[Saved data entries]
□ □ □ □
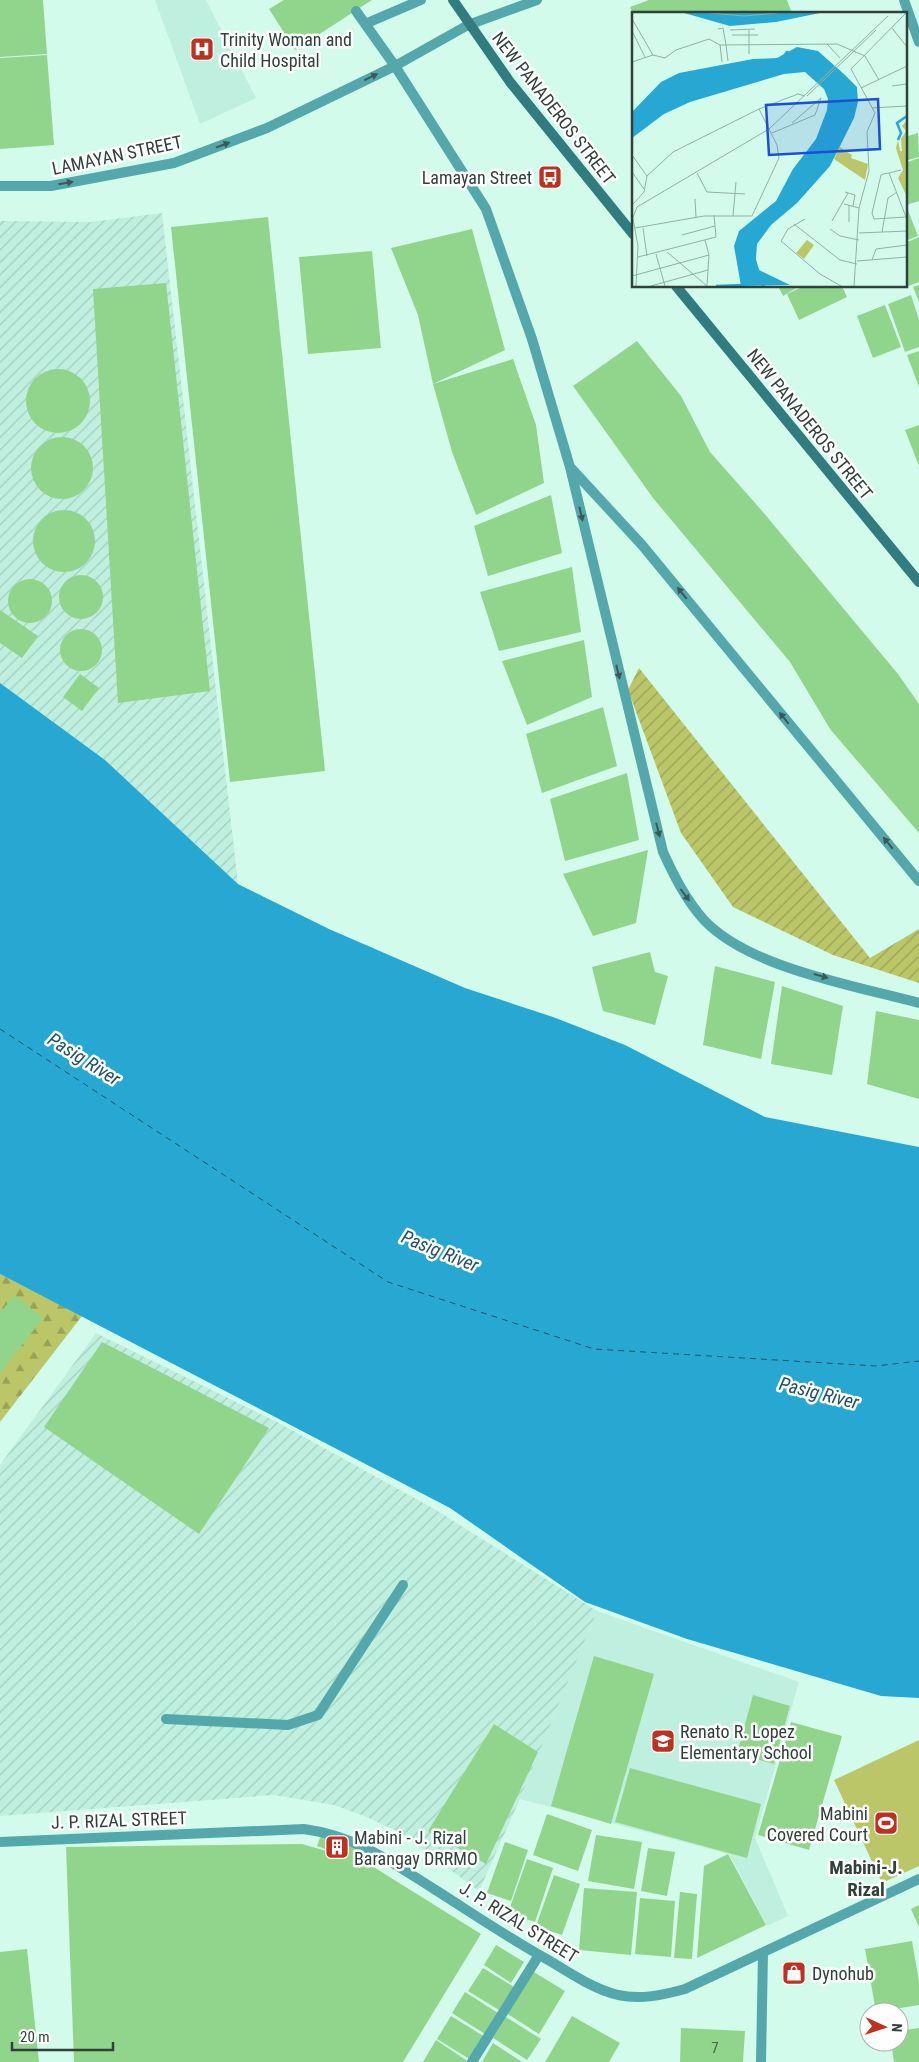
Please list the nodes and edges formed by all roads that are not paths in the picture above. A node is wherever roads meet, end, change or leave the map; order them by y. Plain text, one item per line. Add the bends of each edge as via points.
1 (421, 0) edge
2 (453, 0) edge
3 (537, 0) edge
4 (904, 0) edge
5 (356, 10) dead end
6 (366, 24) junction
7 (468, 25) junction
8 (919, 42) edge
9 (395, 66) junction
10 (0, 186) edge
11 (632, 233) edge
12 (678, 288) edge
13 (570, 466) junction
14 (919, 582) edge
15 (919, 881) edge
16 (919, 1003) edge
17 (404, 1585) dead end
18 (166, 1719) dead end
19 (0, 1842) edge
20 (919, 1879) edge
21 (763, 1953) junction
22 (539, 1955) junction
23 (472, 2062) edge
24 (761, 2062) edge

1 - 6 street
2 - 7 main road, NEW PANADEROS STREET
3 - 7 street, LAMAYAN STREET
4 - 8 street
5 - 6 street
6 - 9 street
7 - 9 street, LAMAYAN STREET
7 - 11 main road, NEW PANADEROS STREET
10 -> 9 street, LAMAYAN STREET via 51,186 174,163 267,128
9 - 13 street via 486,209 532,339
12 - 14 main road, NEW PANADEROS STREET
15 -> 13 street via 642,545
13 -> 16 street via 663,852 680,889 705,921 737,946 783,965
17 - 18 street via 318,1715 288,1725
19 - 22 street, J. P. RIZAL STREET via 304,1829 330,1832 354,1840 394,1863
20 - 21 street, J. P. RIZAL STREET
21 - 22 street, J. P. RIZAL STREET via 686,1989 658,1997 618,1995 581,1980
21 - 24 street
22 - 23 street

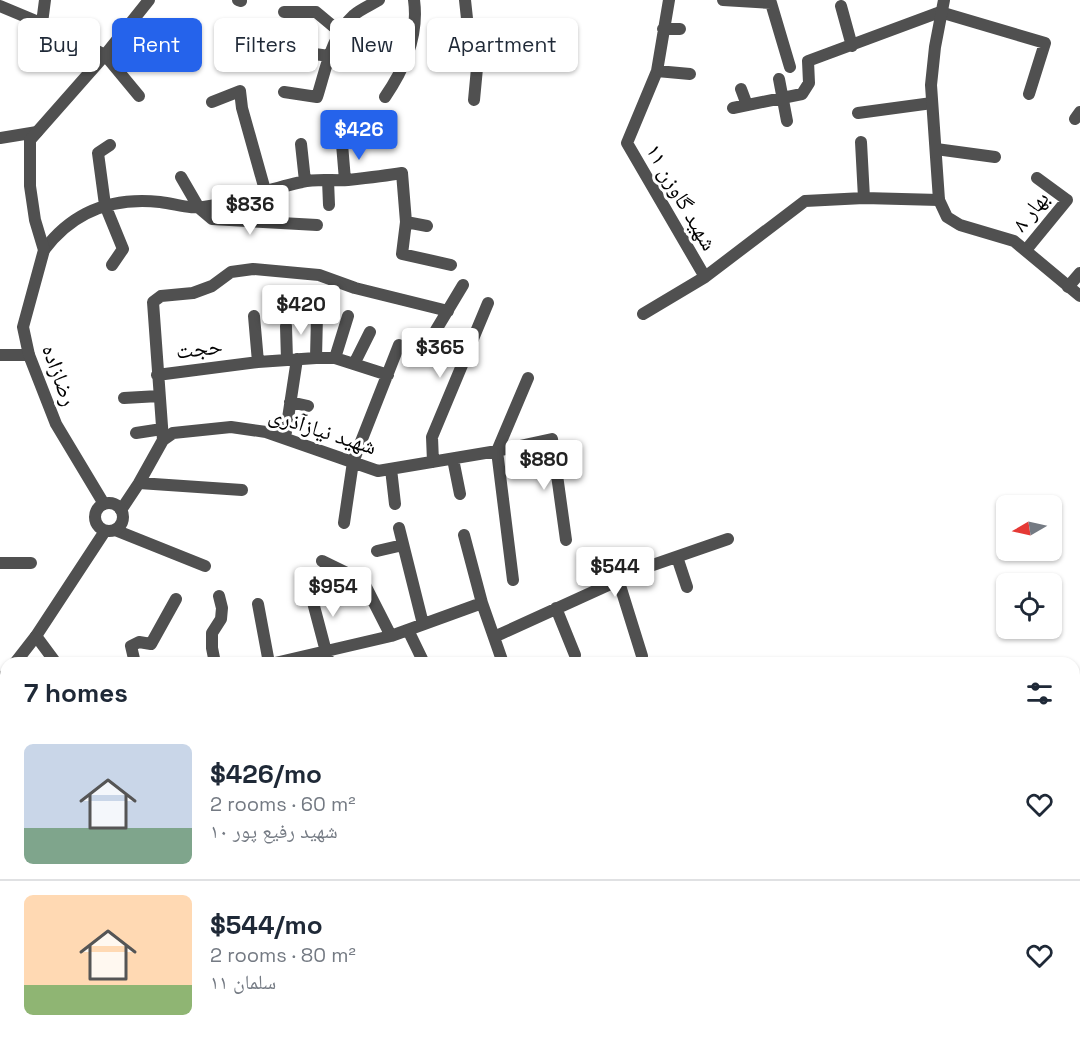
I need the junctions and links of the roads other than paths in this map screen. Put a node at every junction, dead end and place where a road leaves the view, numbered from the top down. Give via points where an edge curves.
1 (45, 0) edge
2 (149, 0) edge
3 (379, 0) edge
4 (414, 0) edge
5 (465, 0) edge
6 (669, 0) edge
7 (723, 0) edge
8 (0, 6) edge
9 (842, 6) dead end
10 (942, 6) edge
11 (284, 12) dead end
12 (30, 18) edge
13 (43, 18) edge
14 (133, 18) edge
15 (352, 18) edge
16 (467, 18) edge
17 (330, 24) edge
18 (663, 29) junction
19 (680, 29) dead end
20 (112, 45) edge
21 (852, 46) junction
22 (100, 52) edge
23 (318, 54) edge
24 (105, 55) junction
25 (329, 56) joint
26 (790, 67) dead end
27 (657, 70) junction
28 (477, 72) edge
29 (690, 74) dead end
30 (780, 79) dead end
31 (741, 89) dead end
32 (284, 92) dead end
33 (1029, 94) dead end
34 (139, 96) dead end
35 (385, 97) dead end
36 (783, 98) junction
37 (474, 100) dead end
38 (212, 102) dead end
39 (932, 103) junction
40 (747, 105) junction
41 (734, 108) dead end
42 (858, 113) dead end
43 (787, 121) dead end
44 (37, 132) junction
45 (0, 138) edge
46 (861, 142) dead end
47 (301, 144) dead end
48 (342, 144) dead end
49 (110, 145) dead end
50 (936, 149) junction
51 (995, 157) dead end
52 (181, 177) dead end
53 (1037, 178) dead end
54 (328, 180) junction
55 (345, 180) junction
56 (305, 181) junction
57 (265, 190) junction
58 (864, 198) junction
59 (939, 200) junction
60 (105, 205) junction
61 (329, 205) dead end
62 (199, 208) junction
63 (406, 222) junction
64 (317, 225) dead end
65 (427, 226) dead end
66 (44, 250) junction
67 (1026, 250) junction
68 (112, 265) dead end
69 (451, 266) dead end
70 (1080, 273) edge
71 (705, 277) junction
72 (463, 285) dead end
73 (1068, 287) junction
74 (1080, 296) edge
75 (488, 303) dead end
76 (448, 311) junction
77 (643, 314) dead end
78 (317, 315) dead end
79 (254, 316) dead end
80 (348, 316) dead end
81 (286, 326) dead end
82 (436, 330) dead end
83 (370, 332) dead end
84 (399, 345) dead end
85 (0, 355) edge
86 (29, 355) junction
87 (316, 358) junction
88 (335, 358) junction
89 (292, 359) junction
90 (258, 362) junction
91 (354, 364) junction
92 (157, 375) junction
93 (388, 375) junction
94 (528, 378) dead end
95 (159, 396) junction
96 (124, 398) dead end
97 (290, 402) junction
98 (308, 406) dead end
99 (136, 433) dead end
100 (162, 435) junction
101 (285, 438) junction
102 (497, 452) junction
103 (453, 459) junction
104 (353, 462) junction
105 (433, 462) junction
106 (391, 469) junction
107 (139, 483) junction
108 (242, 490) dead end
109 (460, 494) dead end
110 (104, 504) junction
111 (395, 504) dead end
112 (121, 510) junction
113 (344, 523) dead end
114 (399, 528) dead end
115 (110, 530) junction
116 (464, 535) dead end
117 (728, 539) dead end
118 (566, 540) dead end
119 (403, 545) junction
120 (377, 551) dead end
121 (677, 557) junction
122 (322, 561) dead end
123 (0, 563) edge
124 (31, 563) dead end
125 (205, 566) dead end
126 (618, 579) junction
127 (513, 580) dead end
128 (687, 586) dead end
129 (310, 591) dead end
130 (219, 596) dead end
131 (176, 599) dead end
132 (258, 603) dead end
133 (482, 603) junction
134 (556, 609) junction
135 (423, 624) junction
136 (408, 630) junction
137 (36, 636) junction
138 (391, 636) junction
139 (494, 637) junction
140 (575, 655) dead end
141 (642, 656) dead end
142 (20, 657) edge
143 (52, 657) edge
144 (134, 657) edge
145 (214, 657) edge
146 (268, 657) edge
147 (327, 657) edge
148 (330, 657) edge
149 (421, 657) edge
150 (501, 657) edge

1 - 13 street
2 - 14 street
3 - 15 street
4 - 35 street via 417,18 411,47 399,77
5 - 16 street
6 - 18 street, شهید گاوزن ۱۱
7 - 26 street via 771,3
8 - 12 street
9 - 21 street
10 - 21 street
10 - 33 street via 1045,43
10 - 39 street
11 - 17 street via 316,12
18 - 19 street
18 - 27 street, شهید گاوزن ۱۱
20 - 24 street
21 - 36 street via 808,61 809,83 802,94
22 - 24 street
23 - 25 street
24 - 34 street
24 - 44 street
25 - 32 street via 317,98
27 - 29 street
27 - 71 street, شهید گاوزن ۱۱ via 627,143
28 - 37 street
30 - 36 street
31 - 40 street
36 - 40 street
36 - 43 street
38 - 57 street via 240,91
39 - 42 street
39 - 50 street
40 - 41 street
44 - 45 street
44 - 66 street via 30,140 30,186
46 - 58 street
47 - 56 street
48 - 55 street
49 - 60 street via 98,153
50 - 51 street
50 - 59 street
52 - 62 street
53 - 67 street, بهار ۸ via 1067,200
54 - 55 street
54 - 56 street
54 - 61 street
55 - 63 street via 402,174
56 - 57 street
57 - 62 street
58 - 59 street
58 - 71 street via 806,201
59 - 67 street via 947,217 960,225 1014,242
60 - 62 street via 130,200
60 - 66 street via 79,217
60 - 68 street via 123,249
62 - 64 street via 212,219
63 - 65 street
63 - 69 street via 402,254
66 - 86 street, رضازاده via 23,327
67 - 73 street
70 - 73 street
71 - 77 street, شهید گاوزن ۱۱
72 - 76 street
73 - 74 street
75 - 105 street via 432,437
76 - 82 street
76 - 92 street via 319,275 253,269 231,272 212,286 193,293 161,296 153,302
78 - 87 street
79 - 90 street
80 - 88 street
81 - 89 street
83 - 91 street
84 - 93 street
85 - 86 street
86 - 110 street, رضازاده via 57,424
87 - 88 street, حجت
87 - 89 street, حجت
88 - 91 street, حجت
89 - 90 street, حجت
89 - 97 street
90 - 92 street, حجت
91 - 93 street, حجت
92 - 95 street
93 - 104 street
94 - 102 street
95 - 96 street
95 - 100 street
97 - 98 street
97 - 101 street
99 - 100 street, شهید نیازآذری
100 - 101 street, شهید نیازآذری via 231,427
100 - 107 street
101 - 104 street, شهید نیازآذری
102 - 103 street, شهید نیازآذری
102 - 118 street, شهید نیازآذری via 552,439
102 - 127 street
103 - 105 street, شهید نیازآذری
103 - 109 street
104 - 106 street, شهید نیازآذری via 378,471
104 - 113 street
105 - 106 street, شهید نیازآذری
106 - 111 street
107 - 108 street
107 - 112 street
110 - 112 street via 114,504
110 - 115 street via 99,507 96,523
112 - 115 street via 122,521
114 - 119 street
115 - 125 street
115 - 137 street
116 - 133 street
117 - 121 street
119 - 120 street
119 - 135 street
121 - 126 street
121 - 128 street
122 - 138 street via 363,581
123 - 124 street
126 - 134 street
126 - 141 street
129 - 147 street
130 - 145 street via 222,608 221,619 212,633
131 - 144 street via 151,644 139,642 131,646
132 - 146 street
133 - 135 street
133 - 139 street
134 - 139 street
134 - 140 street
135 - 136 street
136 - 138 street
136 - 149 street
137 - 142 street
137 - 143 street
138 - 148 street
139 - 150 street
□ □ □ □
### EXERCISE:
Each line in the data where the string "points" occurs should be identified and copied.

### SOLUTION FOR THIS PROBLEM:
Please list the nodes and edges formed by all roads that are not paths in the picture above. A node is wherever roads meet, end, change or leave the map; order them by y. Plain text, one item per line. Add the bends of each edge as via points.
I need the junctions and links of the roads other than paths in this map screen. Put a node at every junction, dead end and place where a road leaves the view, numbered from the top down. Give via points where an edge curves.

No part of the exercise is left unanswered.